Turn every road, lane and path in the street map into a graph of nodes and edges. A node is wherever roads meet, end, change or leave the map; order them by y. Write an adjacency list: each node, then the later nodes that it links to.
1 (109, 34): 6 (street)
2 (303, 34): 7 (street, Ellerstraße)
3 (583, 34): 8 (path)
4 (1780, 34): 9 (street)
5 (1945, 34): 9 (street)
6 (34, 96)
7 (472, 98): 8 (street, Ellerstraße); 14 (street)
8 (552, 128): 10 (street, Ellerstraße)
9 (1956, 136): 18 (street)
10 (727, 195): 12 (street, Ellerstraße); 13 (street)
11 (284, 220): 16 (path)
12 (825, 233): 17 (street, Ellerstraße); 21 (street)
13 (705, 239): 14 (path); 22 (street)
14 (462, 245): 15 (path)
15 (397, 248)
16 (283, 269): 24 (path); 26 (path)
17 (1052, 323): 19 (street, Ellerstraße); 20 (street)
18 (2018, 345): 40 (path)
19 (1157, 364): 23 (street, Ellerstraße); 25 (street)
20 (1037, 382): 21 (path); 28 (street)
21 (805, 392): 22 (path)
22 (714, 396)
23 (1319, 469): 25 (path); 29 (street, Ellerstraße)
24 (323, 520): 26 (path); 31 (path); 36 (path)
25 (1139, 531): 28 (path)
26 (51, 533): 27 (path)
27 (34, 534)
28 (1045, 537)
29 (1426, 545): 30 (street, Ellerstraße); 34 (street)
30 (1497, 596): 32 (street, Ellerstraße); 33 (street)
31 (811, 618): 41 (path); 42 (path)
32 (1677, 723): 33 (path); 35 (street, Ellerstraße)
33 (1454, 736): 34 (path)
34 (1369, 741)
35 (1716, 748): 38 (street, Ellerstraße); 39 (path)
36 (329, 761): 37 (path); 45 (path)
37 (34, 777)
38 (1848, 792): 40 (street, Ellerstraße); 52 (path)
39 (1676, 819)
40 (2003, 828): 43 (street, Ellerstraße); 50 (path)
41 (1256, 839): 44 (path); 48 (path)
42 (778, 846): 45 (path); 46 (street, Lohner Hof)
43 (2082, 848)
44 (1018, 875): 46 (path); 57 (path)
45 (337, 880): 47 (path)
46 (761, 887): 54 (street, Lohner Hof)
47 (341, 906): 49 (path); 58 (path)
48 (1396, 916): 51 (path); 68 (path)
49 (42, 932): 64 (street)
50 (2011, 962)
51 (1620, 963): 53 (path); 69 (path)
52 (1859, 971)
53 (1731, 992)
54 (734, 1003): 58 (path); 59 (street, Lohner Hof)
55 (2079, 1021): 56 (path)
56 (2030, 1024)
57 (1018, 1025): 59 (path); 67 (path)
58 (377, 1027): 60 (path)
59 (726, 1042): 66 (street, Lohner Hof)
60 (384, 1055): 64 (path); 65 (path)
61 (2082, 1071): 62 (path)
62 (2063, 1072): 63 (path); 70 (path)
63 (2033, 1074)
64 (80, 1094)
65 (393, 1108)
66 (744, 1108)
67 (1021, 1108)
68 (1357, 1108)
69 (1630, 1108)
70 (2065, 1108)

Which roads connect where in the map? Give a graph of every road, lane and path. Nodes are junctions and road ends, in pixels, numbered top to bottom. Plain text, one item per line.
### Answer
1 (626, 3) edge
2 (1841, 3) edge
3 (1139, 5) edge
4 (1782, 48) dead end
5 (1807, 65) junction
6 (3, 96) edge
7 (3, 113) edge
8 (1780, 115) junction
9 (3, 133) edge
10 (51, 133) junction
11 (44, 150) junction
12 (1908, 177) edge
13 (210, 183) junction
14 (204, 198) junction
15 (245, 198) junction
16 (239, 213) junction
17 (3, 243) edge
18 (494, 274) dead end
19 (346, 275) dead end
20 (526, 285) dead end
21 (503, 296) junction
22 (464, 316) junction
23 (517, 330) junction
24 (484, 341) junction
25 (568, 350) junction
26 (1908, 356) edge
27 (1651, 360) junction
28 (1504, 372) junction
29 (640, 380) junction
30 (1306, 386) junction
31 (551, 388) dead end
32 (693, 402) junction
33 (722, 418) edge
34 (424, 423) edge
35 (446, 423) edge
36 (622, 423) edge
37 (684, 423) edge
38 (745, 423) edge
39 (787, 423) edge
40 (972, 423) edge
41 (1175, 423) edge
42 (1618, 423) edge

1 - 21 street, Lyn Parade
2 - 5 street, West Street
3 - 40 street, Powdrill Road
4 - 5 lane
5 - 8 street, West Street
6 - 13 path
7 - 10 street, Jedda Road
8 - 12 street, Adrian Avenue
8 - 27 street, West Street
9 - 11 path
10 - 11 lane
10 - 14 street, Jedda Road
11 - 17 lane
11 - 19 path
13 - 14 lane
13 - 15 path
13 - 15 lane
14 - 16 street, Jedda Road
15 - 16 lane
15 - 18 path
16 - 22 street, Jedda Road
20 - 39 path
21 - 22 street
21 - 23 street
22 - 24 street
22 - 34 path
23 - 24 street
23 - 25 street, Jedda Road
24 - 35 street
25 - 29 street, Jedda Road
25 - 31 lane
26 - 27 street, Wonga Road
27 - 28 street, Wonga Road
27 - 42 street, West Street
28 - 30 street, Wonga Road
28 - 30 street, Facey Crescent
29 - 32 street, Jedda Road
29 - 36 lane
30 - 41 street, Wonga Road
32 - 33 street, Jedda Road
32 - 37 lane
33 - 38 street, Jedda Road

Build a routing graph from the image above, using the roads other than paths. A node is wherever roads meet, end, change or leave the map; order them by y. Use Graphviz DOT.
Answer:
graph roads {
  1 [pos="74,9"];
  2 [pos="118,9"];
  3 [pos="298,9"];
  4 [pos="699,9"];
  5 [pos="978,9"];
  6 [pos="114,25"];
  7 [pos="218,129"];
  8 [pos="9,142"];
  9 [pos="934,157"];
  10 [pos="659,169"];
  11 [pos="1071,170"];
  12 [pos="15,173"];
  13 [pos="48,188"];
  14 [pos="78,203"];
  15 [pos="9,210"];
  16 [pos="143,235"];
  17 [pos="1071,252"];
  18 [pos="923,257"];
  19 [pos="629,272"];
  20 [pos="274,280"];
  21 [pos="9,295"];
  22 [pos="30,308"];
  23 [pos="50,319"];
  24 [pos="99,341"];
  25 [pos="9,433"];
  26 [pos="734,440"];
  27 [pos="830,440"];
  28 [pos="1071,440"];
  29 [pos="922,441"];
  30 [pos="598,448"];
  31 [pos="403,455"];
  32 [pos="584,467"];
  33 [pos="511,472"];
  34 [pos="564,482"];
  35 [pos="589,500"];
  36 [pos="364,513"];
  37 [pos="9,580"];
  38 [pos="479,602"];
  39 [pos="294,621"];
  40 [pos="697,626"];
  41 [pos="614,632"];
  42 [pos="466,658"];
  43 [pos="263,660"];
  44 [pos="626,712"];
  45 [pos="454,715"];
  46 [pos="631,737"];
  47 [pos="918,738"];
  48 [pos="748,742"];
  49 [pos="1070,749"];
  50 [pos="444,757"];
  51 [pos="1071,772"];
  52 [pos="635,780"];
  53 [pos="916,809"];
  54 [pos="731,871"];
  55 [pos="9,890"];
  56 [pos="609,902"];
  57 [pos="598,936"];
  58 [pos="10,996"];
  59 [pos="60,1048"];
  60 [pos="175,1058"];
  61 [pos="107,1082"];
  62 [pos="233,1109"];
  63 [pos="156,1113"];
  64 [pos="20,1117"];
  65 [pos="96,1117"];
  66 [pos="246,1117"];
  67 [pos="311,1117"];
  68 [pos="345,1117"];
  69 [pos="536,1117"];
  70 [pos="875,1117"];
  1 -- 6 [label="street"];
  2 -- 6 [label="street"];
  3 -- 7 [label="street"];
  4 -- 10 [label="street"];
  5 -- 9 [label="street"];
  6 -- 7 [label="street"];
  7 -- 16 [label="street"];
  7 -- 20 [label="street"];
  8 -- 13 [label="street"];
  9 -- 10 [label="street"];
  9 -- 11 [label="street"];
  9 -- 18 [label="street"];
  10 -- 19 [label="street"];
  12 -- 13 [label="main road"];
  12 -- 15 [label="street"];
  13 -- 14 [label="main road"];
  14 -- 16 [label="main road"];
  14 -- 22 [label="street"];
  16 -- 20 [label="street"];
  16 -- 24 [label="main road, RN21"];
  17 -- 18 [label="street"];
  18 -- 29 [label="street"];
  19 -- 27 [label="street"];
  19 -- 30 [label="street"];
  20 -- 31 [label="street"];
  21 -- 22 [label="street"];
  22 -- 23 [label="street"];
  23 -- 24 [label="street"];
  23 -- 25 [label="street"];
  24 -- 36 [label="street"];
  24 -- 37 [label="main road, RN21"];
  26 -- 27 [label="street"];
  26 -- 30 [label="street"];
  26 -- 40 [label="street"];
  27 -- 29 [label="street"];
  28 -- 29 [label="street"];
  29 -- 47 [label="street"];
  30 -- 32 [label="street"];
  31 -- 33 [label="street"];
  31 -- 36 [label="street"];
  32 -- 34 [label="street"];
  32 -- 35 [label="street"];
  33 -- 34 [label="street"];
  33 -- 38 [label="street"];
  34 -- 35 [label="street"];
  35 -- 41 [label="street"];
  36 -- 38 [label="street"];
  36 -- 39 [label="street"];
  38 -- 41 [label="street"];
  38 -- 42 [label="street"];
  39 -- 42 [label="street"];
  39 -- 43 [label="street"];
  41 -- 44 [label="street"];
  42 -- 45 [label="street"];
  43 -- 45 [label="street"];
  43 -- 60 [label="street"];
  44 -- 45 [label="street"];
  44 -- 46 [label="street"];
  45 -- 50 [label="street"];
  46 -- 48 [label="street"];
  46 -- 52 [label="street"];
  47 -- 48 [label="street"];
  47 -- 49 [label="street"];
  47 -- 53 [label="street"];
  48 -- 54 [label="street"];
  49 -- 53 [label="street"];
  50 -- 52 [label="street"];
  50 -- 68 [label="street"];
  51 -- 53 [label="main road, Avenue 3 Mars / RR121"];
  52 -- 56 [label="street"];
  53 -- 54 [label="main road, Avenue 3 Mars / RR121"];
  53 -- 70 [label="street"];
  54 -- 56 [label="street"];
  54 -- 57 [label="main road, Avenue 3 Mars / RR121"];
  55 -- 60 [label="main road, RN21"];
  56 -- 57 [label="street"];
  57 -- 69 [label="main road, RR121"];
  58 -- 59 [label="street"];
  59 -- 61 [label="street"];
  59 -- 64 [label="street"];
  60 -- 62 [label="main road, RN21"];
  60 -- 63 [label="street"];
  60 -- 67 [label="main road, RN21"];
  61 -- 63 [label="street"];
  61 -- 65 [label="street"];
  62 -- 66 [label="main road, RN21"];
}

= = =

▶ **Required work**:
Which lines of the material contain "West"? List them.

▶ **Answer to the exercise**:
2 - 5 street, West Street
5 - 8 street, West Street
8 - 27 street, West Street
27 - 42 street, West Street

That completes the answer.